Crude, gas markets seesaw

Feb. 13, 2006
Crude and natural gas futures prices peaked in intraday trading Feb. 1 at their highest levels in weeks before spiraling down among mixed market signals.

Crude and natural gas futures prices peaked in intraday trading Feb. 1 at their highest levels in weeks before spiraling down among mixed market signals.

The March natural gas contract traded as high as $9.83/MMbtu on the New York Mercantile Exchange before forecasts of more moderate weather spurred a steep slide for natural gas and heating oil. The March contract for benchmark US light, sweet crudes topped out at $69/bbl in NYMEX intraday trading Feb. 1 but fell to a $64.68/bbl closing Feb. 2, when gas finished at $8.35/MMbtu.

Despite a sharp drop since December, natural gas is still so expensive that it is shutting down US fertilizer plants. “Producers in this gas-intensive sector are almost powerless to control production costs as gas prices rise­-or plan for future production when prices are unpredictable. Exposure to gas prices is so high that shutting down production, oftentimes, is the safest hedging strategy,” said Ronald J. Barone at UBS Securities LLC, New York. “Although the price at which fertilizer companies turn off production may differ, volatile gas prices make them all hesitant to build excess fertilizer inventories, even when high demand for fertilizer in the spring planting season is just around the corner,” he said (OGJ Online, Feb. 3, 2006).

Energy inventories

The Energy Information Administration reported withdrawal of 88 bcf of natural gas from US underground storage during the week ended Jan. 27. That left 2.4 tcf of gas in storage, 296 bcf more than year-ago levels and 529 bcf above the 5-year average.

The 2005 average cost of natural gas in storage was $10.89/MMbtu, up 52% from 2004 storage costs, said Ziff Energy Group, Calgary. “The value of gas injected represents 83% of the total value of gas in storage, the carrying cost is 11%, and the service fee represents 6%. The cost of storage services can significantly influence what customers pay for gas, both at the wellhead and at the city gate,” said Ziff analysts.
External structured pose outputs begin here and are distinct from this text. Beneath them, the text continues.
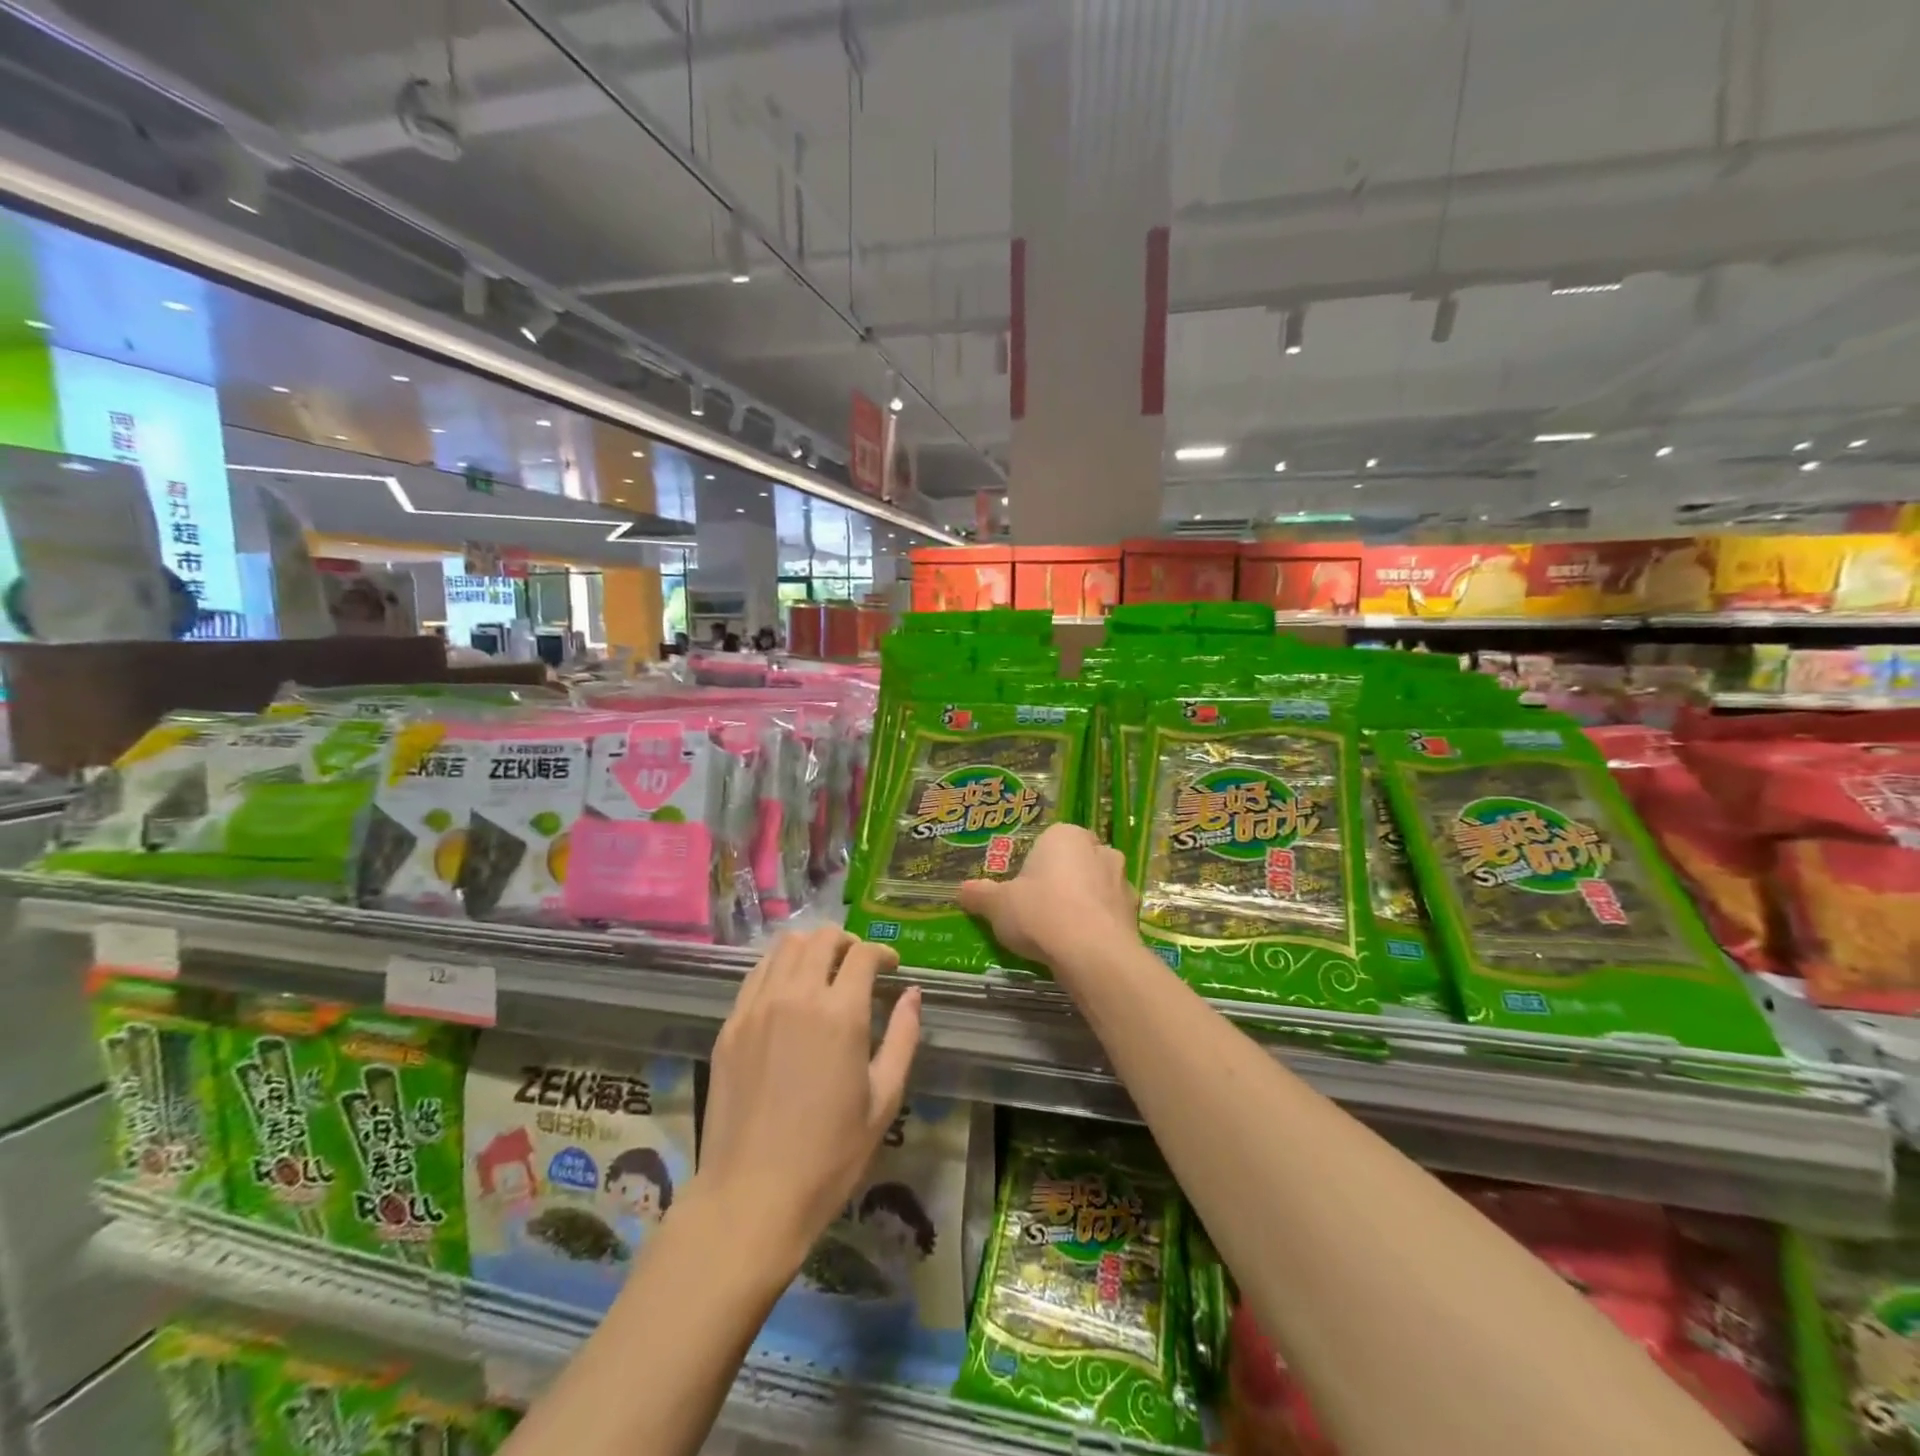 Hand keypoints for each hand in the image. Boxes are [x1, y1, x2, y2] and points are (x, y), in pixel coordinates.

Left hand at [695, 928, 921, 1273]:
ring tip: (822, 971)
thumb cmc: (830, 1154)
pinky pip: (756, 974)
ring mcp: (757, 1008)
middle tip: (858, 966)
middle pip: (822, 938)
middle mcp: (797, 996)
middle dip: (847, 942)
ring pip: (785, 946)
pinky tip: (787, 992)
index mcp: (841, 1013)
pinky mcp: (731, 1025)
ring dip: (811, 948)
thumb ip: (904, 1038)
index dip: (883, 953)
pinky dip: (778, 968)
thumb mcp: (884, 1100)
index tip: (891, 967)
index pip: (863, 954)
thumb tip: (912, 995)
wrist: (752, 1195)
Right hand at [958, 823, 1136, 971]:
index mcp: (1065, 836)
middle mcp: (1099, 849)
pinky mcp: (1135, 912)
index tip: (1022, 891)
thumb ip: (980, 895)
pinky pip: (1110, 914)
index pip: (1049, 842)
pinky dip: (1099, 925)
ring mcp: (1122, 880)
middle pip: (1075, 862)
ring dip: (1084, 903)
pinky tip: (1082, 947)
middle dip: (1062, 881)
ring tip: (1062, 933)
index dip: (1034, 867)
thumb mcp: (998, 905)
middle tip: (1040, 910)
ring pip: (1097, 887)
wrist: (1092, 953)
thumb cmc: (1040, 913)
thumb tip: (961, 890) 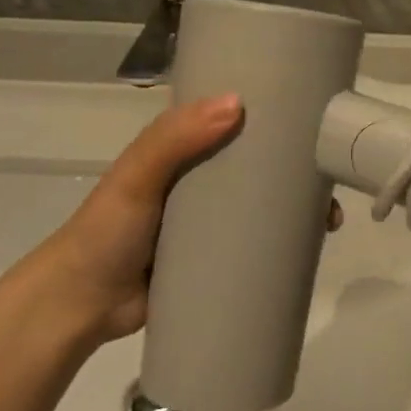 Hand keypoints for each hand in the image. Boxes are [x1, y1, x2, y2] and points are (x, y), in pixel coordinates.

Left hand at [26, 97, 346, 342]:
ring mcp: (211, 222)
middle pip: (261, 166)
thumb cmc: (107, 231)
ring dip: (299, 209)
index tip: (315, 118)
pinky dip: (284, 244)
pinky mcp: (216, 258)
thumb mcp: (136, 176)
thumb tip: (238, 104)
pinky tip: (311, 251)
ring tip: (329, 221)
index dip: (275, 118)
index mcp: (186, 150)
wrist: (79, 306)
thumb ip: (174, 139)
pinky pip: (257, 244)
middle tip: (331, 180)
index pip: (236, 122)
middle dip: (299, 169)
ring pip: (265, 206)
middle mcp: (204, 180) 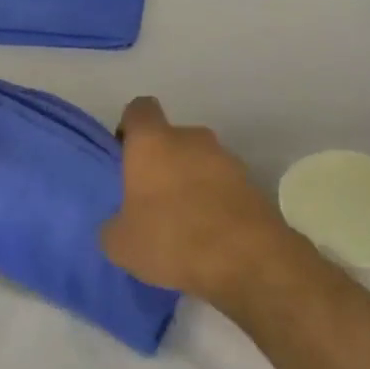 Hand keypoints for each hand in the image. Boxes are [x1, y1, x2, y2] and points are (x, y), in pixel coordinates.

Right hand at [100, 96, 312, 310]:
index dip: (131, 128)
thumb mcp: (120, 243)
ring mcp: (228, 159)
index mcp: (153, 142)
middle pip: (174, 139)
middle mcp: (193, 139)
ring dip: (193, 183)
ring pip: (201, 162)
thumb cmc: (170, 238)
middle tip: (154, 200)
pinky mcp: (254, 184)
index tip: (126, 155)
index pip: (140, 110)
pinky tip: (210, 235)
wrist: (245, 259)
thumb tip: (121, 223)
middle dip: (164, 163)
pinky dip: (217, 202)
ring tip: (185, 223)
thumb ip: (115, 224)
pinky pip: (225, 186) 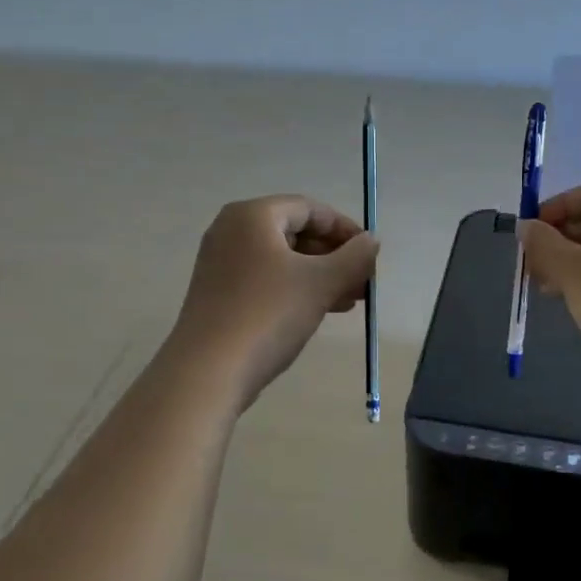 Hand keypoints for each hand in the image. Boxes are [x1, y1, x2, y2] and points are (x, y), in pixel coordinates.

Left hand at [170, 195, 378, 410]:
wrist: (208, 371)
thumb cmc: (268, 315)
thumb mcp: (320, 283)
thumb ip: (353, 258)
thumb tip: (372, 241)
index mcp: (252, 216)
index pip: (310, 209)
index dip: (345, 229)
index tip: (370, 255)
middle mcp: (232, 231)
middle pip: (296, 233)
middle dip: (335, 256)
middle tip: (364, 281)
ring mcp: (222, 264)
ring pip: (283, 260)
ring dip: (321, 276)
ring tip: (352, 300)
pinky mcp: (220, 294)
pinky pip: (267, 280)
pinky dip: (297, 289)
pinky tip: (322, 310) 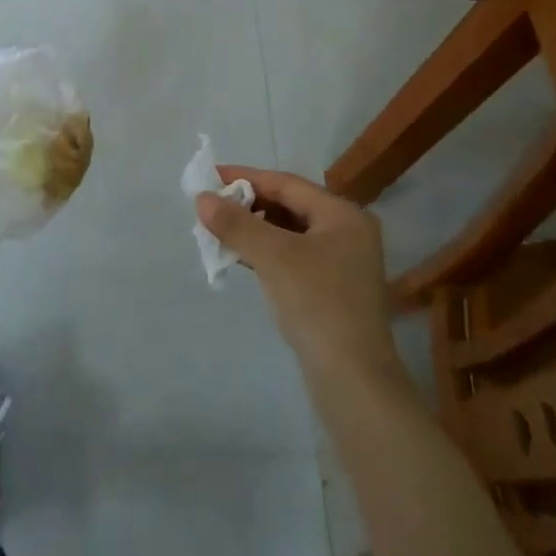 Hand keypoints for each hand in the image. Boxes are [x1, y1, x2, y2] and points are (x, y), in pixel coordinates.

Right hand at [196, 167, 400, 384]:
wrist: (353, 379)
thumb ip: (236, 223)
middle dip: (248, 204)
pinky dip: (266, 252)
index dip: (246, 177)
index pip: (287, 184)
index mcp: (343, 215)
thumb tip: (202, 198)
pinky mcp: (333, 288)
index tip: (209, 177)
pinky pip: (293, 256)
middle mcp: (348, 232)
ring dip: (254, 229)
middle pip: (289, 205)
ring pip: (290, 232)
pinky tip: (241, 257)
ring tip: (218, 230)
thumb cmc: (317, 304)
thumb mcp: (273, 257)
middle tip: (211, 206)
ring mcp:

“The unusually high natural gas cost provides challenges for new gas storage developers as the cost of base gas is very significant in today’s environment. The gas industry is willing to invest in gas storage because it provides considerable value in terms of increased efficiency, greater reliability of service, and facilitates market growth.”

EIA said US inventories of crude increased by 1.9 million bbl to 321 million bbl in the week ended Jan. 27. US gasoline stocks jumped by 4.2 million bbl to 219 million bbl, while distillate fuel inventories dipped by 200,000 bbl to 136.3 million bbl. Imports of crude into the US increased by 339,000 b/d to 9.6 million b/d in that period. Input of crude into US refineries was up by 42,000 b/d to 14.7 million b/d with refineries operating at 87% of capacity.

“Get ready for more [refinery] downtime and lower production,” warned Jacques Rousseau at Friedman, Billings, Ramsey & Co. Inc., Arlington, Va. “Over the past several weeks, we have been predicting above-average levels of industry downtime during the first half of 2006 due to the deferral of normal maintenance operations after last year’s hurricanes and the completion of ultralow-sulfur diesel upgrades.”

Gulf Coast update

US Gulf Coast oil and gas operations are still recovering from the damage inflicted in August and September by Hurricanes Katrina and Rita. Officials at the US Department of Energy reported all crude and petroleum product pipelines affected by the hurricanes were back to normal operations by the end of January.

BP PLC estimated its 446,400 b/d Texas City, Tex., refinery, damaged by both Rita and an earlier explosion, will restart by the end of March. Murphy Oil Corp.’s 120,000 b/d Meraux, La., facility is expected to resume operations, also by the end of March. ConocoPhillips restarted some units at its 247,000 b/d Belle Chasse, La, refinery.

On Jan. 26, the Louisiana Department of Natural Resources said 79,109 b/d, or 39%, of South Louisiana onshore crude production capacity remains shut in as does 612.5 MMcfd, or 27% of natural gas production. A small number of gas processing plants in Louisiana with an aggregate capacity of 3.25 bcfd are still not operational.

US drilling activity hit the highest level in 20 years with 1,513 rotary rigs working in the week ended Feb. 3. That’s 26 more than the previous week and up from 1,248 at the same time a year ago, said Baker Hughes Inc. It was the highest weekly rig count reported since Jan. 31, 1986, when 1,594 rigs were drilling in the US.